The moment I found out I was carrying you inside of me, my heart grew and my heart helped shape yours. I instantly fell in love with both of you even before I knew who you were, but yet I felt like I already did, somehow. I rubbed my swollen belly with awe and tenderness, sang you “our” songs, read you countless books, and told you endlessly how much I loved you. Nothing, absolutely nothing could have prepared me for how much I would adore you. Each of you are exactly who you’re meant to be. Perfect in your own ways, beautiful in mind and soul.
Although I was not at all prepared for how enormous and intense my love would be for both of you, I was also not ready for the fear and anxiety that overtook my mind. The panic, terror, and sheer fright that something awful would happen to you clouded my life. Suddenly I was afraid of everything and everyone. I wanted to protect you and keep you within my bubble of fierce love. As time went on, I learned that I could not live like that for myself, but more importantly, I could not go on like that for you.

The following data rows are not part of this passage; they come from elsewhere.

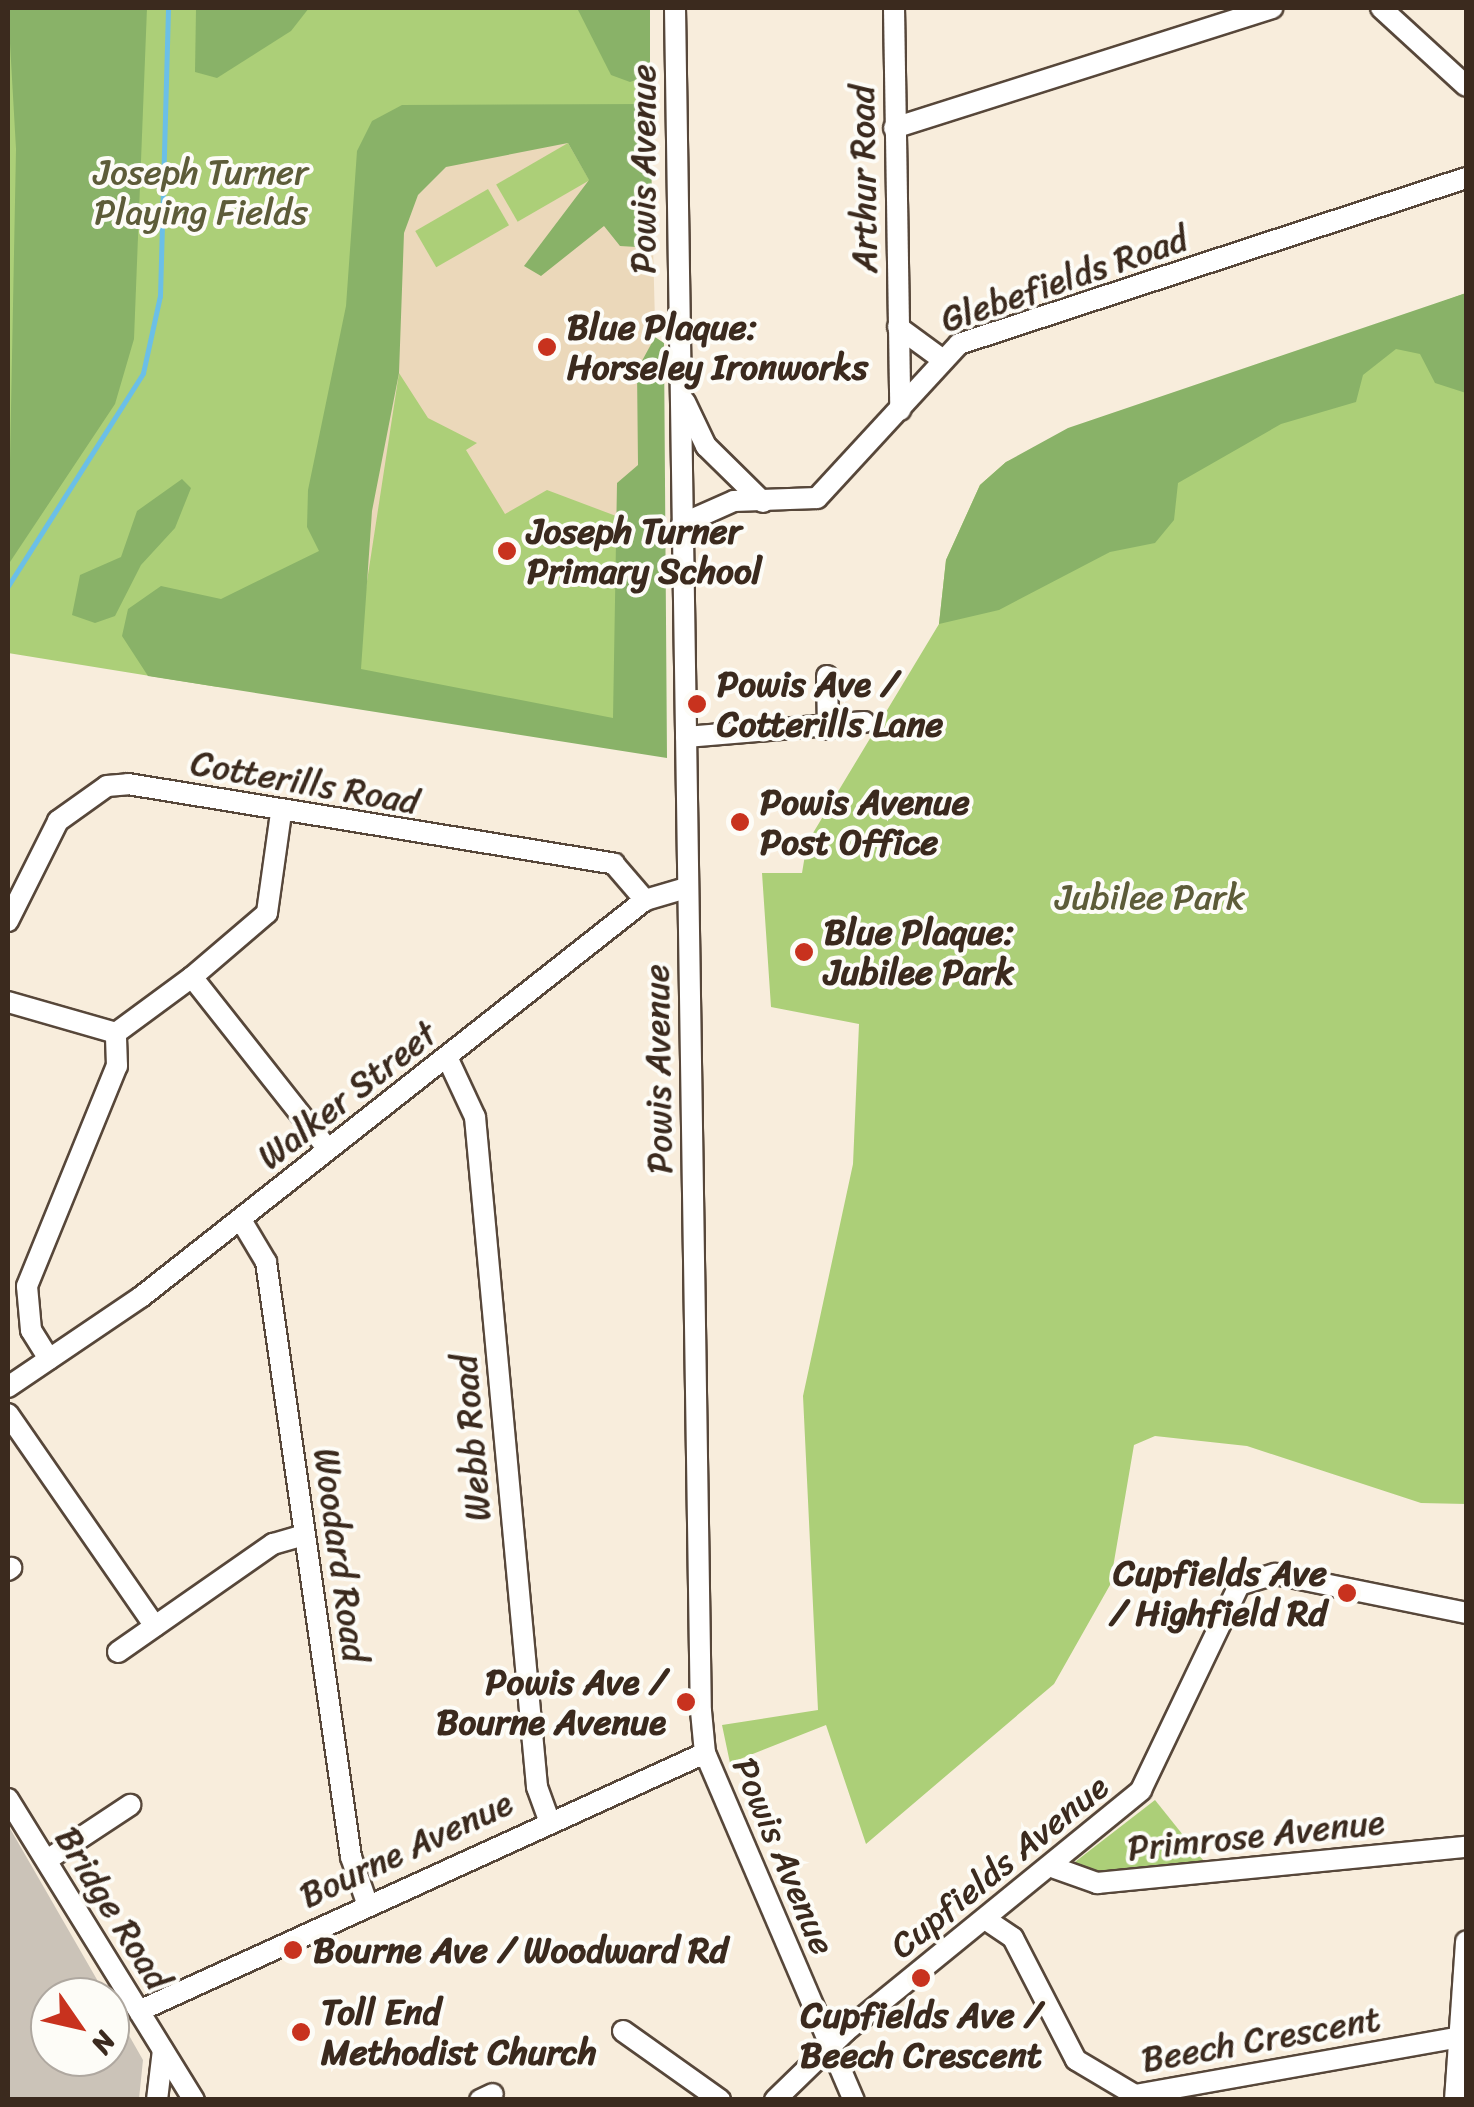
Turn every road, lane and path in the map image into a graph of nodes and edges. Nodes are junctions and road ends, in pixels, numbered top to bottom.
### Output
1 (675, 8) edge
2 (894, 8) edge
3 (1272, 8) edge
4 (1381, 8) edge
5 (1466, 86) edge
6 (894, 128) junction
7 (1466, 178) edge
8 (898, 327) junction
9 (939, 356) junction
10 (678, 376) junction
11 (900, 410) junction
12 (762, 502) junction
13 (682, 524) junction
14 (828, 676) dead end
15 (864, 722) dead end
16 (828, 729) junction
17 (686, 736) junction
18 (281, 813) junction
19 (686, 888) junction
20 (644, 900) junction
21 (8, 921) edge
22 (192, 978) junction
23 (8, 1002) edge
24 (116, 1033) junction
25 (447, 1056) junction
26 (328, 1149) junction
27 (242, 1220) junction
28 (49, 1359) junction
29 (8, 1387) edge
30 (8, 1414) edge
31 (305, 1535) junction
32 (1466, 1613) edge
33 (154, 1626) junction
34 (118, 1652) dead end
35 (705, 1753) junction
36 (8, 1799) edge
37 (130, 1805) dead end
38 (548, 1817) junction
39 (1466, 1847) edge
40 (47, 1860) junction
41 (1055, 1868) junction
42 (367, 1903) junction
43 (988, 1921) junction
44 (1466, 1942) edge
45 (139, 2011) junction
46 (623, 2031) dead end
47 (1455, 2038) junction
48 (829, 2047) junction
49 (163, 2050) junction
50 (157, 2100) edge
51 (194, 2100) edge
52 (720, 2100) edge
53 (776, 2100) edge
54 (854, 2100) edge
55 (1454, 2100) edge

1 - 10 street, Powis Avenue
2 - 6 street, Arthur Road
3 - 6 street
4 - 5 street
6 - 8 street, Arthur Road
7 - 9 street, Glebefields Road
8 - 9 street
8 - 11 street, Arthur Road
9 - 11 street, Glebefields Road
10 - 12 street
10 - 13 street, Powis Avenue
11 - 12 street, Glebefields Road
12 - 13 street, Glebefields Road
13 - 17 street, Powis Avenue
14 - 16 street
15 - 16 street
16 - 17 street
17 - 19 street, Powis Avenue
18 - 20 street, Cotterills Road
18 - 21 street, Cotterills Road
18 - 22 street
19 - 20 street, Walker Street
19 - 35 street, Powis Avenue
20 - 25 street, Walker Street
22 - 24 street
22 - 26 street
23 - 24 street
24 - 28 street
25 - 26 street, Walker Street
25 - 38 street, Webb Road
26 - 27 street, Walker Street
27 - 28 street, Walker Street
27 - 31 street, Woodard Road
28 - 29 street, Walker Street
30 - 33 street
31 - 33 street
31 - 42 street, Woodard Road
32 - 41 street, Cupfields Avenue
33 - 34 street
35 - 38 street, Bourne Avenue
35 - 48 street, Powis Avenue
36 - 40 street, Bridge Road
37 - 40 street
38 - 42 street, Bourne Avenue
39 - 41 street, Primrose Avenue
40 - 45 street, Bridge Road
41 - 43 street, Cupfields Avenue
42 - 45 street, Bourne Avenue
43 - 47 street, Beech Crescent
43 - 48 street, Cupfields Avenue
44 - 47 street
45 - 49 street, Bridge Road
46 - 52 street
47 - 55 street
48 - 53 street, Cupfields Avenue
48 - 54 street, Powis Avenue
49 - 50 street
49 - 51 street, Bridge Road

Just know that it was my love that created this discourse, but it was also my love that pulled me out of those dark, stormy clouds. You’re both the rainbows at the end of the my storm. My love for you will always be your constant, your light in the fog, your sunshine radiating through the clouds.
You’ve both given me so much to be grateful for. You’ve taught me a lot- unconditional love, continuous patience, and true, pure joy. This Mother’s Day, I honor both of your beautiful souls, for without you, I would not be a mommy, your mommy.